Exercise objective → Transcribe the whole listing below. Pictures do not go in the copy.

━━━

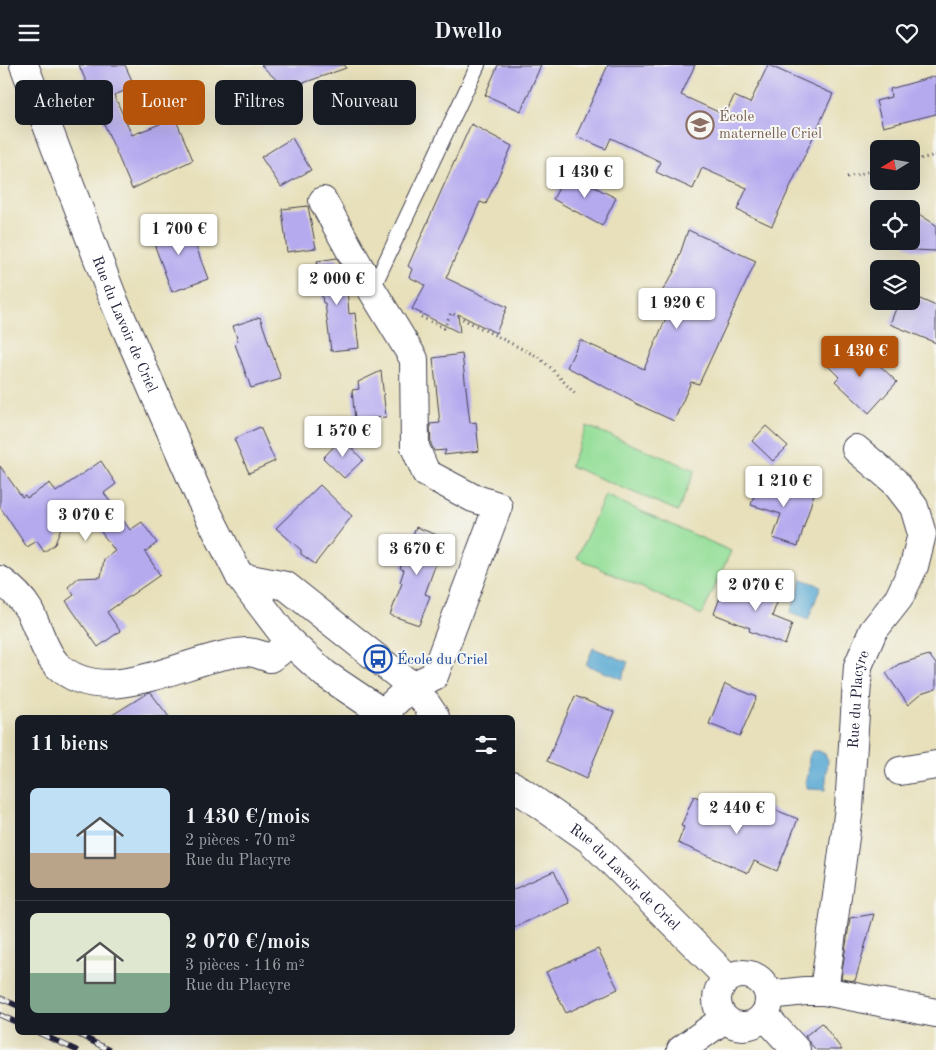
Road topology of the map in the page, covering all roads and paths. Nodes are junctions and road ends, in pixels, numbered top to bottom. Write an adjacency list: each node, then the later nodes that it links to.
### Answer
1 (24, 65): 12 (street, Rue du Lavoir de Criel)
2 (478, 65): 8 (lane)
3 (936, 155): 4 (path)
4 (920, 159)
5 (870, 171): 6 (path)
6 (846, 177)
7 (323, 201): 8 (street, Rue du Lavoir de Criel)
8 (372, 290): 9 (street, Rue du Lavoir de Criel)
9 (386, 314): 10 (path); 15 (street, Rue du Lavoir de Criel)
10 (577, 397)
11 (856, 449): 23 (street, Rue du Placyre)
12 (240, 577): 14 (street, Rue du Lavoir de Criel); 15 (street)
13 (0, 580): 14 (street)
14 (287, 639): 16 (street, Rue du Lavoir de Criel)
15 (412, 686): 17 (street, Rue du Lavoir de Criel); 18 (street)
16 (385, 715)
17 (387, 715)
18 (433, 715)
19 (936, 765): 20 (street)
20 (900, 771)
21 (515, 787): 22 (street, Rue du Lavoir de Criel)
22 (728, 978): 24 (street); 26 (street)
23 (824, 991): 24 (street); 25 (street)
24 (766, 1005): 26 (street); 28 (street)
25 (936, 1013)
26 (724, 1019): 27 (street)
27 (681, 1050)
28 (796, 1050)

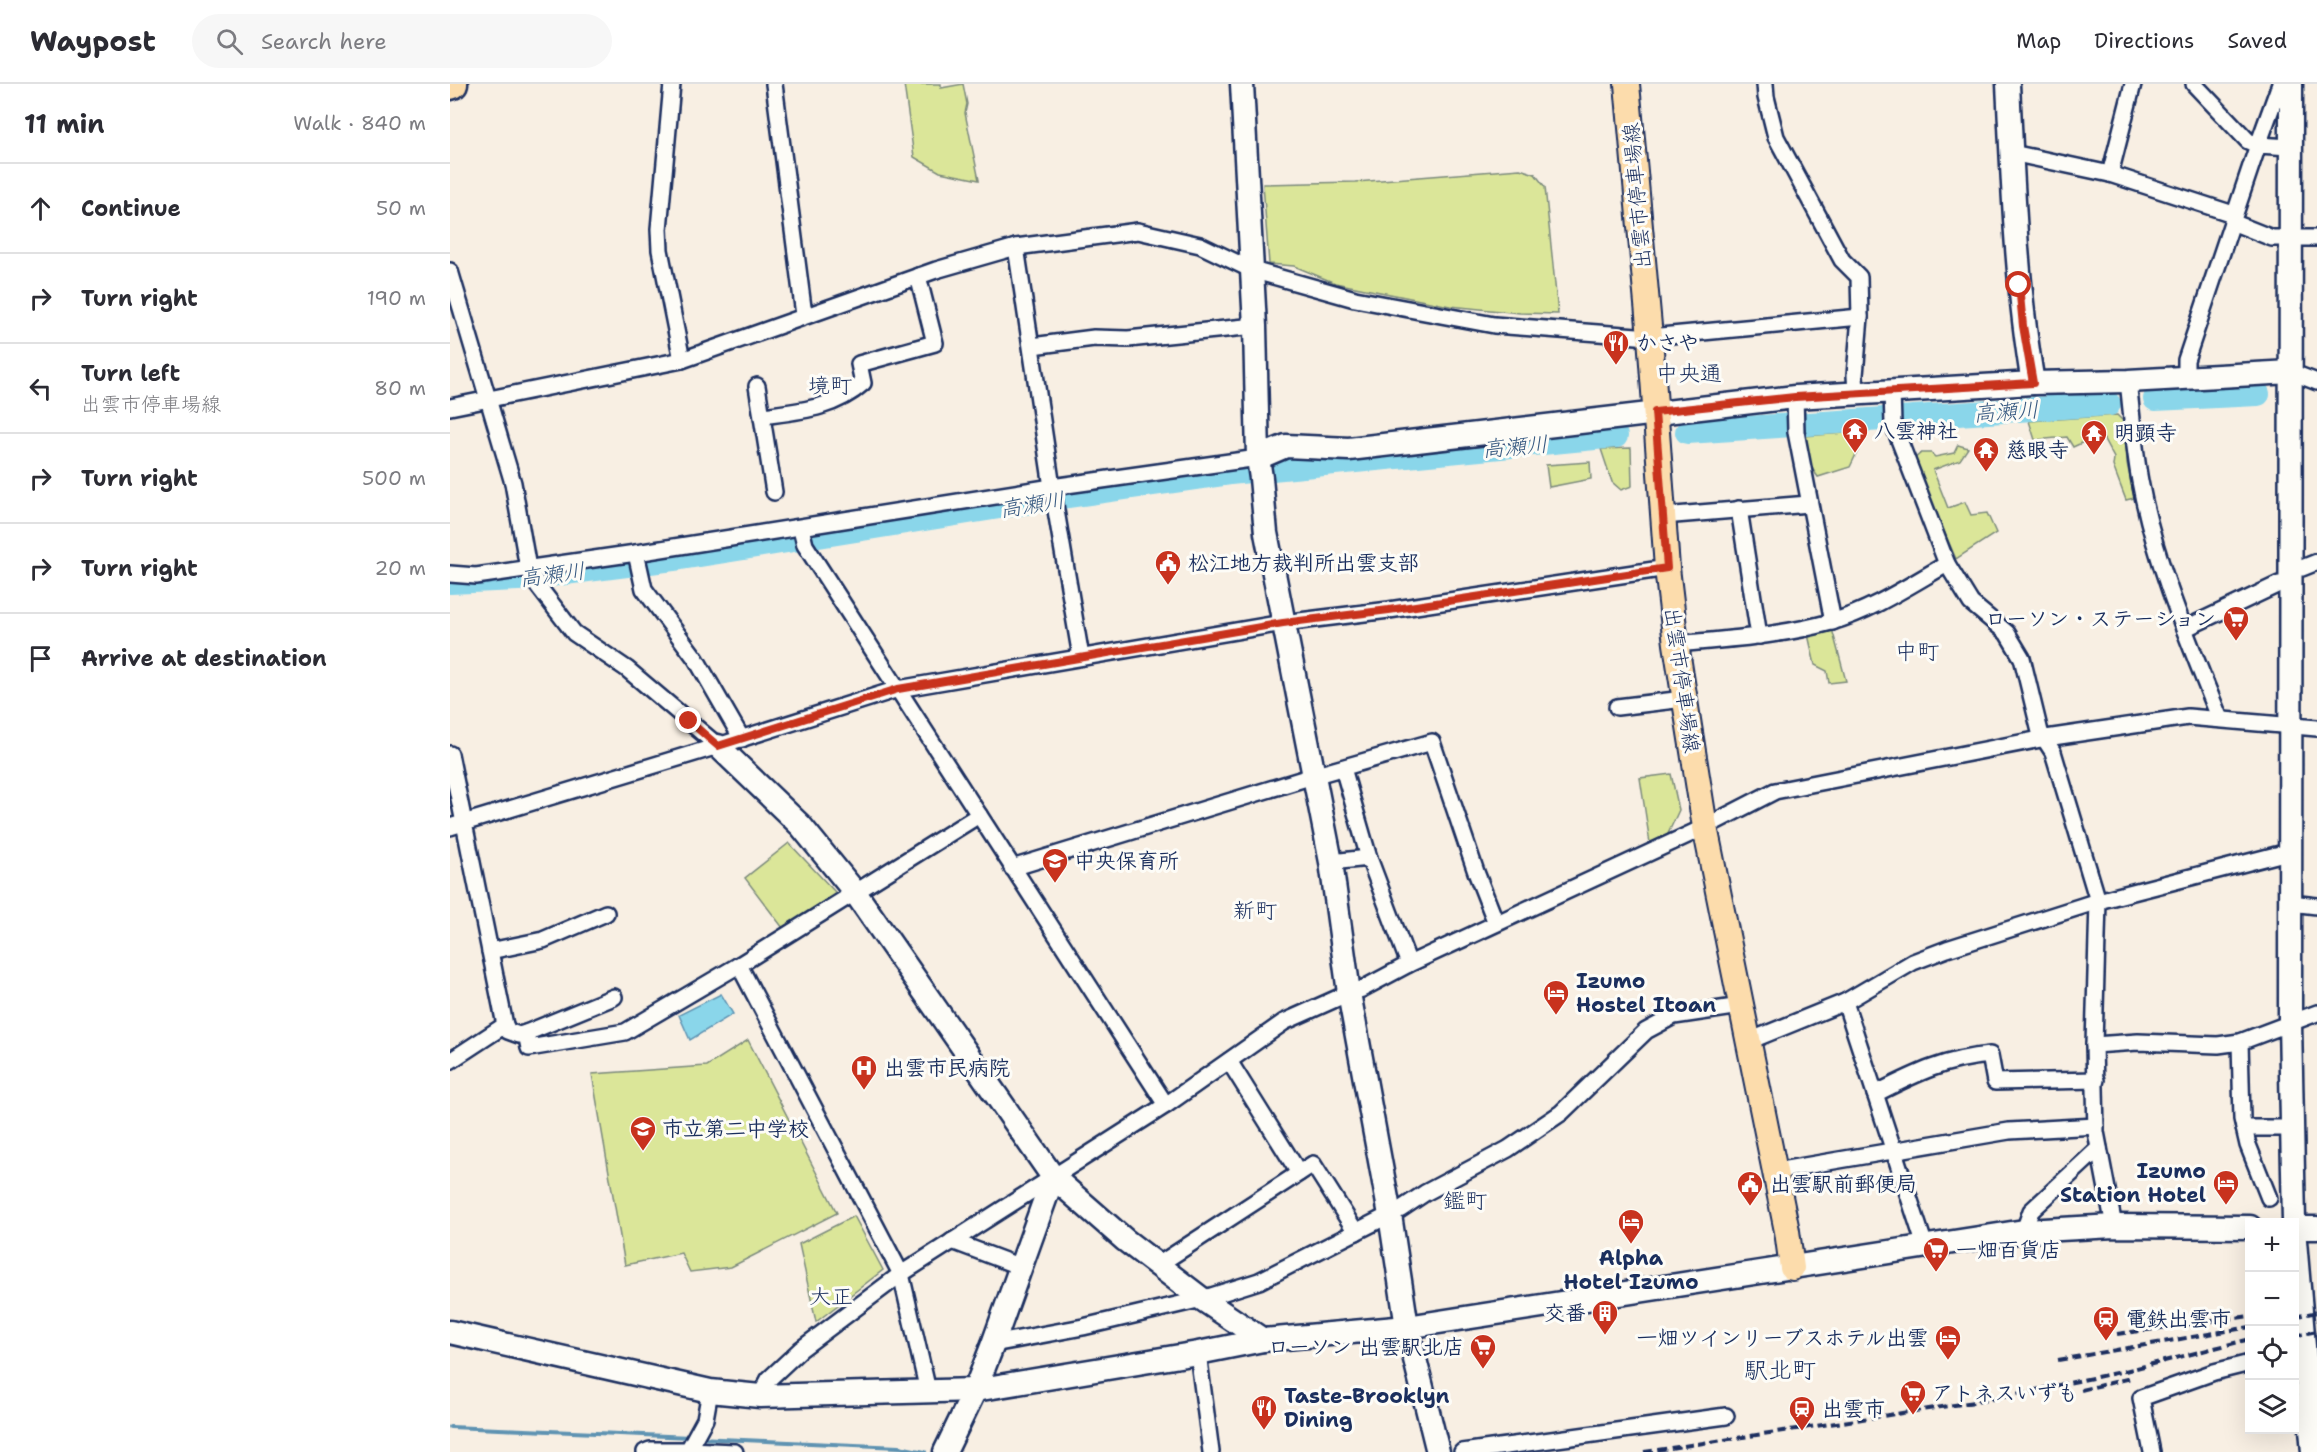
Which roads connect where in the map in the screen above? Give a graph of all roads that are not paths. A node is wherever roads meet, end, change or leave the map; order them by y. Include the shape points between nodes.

━━━

Task output →
Road topology of the map in the page, covering all roads and paths. Nodes are junctions and road ends, in pixels, numbered top to bottom. Write an adjacency list: each node, then the later nodes that it links to.
### Answer
1 (24, 65): 12 (street, Rue du Lavoir de Criel)
2 (478, 65): 8 (lane)
3 (936, 155): 4 (path)
4 (920, 159)
5 (870, 171): 6 (path)
6 (846, 177)
7 (323, 201): 8 (street, Rue du Lavoir de Criel)
8 (372, 290): 9 (street, Rue du Lavoir de Criel)
9 (386, 314): 10 (path); 15 (street, Rue du Lavoir de Criel)
10 (577, 397)
11 (856, 449): 23 (street, Rue du Placyre)
12 (240, 577): 14 (street, Rue du Lavoir de Criel); 15 (street)
13 (0, 580): 14 (street)
14 (287, 639): 16 (street, Rue du Lavoir de Criel)
15 (412, 686): 17 (street, Rue du Lavoir de Criel); 18 (street)
16 (385, 715)
17 (387, 715)
18 (433, 715)
19 (936, 765): 20 (street)
20 (900, 771)
21 (515, 787): 22 (street, Rue du Lavoir de Criel)
22 (728, 978): 24 (street); 26 (street)
23 (824, 991): 24 (street); 25 (street)
24 (766, 1005): 26 (street); 28 (street)
25 (936, 1013)
26 (724, 1019): 27 (street)
27 (681, 1050)
28 (796, 1050)

Which roads connect where in the map in the screen above? Give a graph of all roads that are not paths. A node is wherever roads meet, end, change or leave the map; order them by y. Include the shape points between nodes.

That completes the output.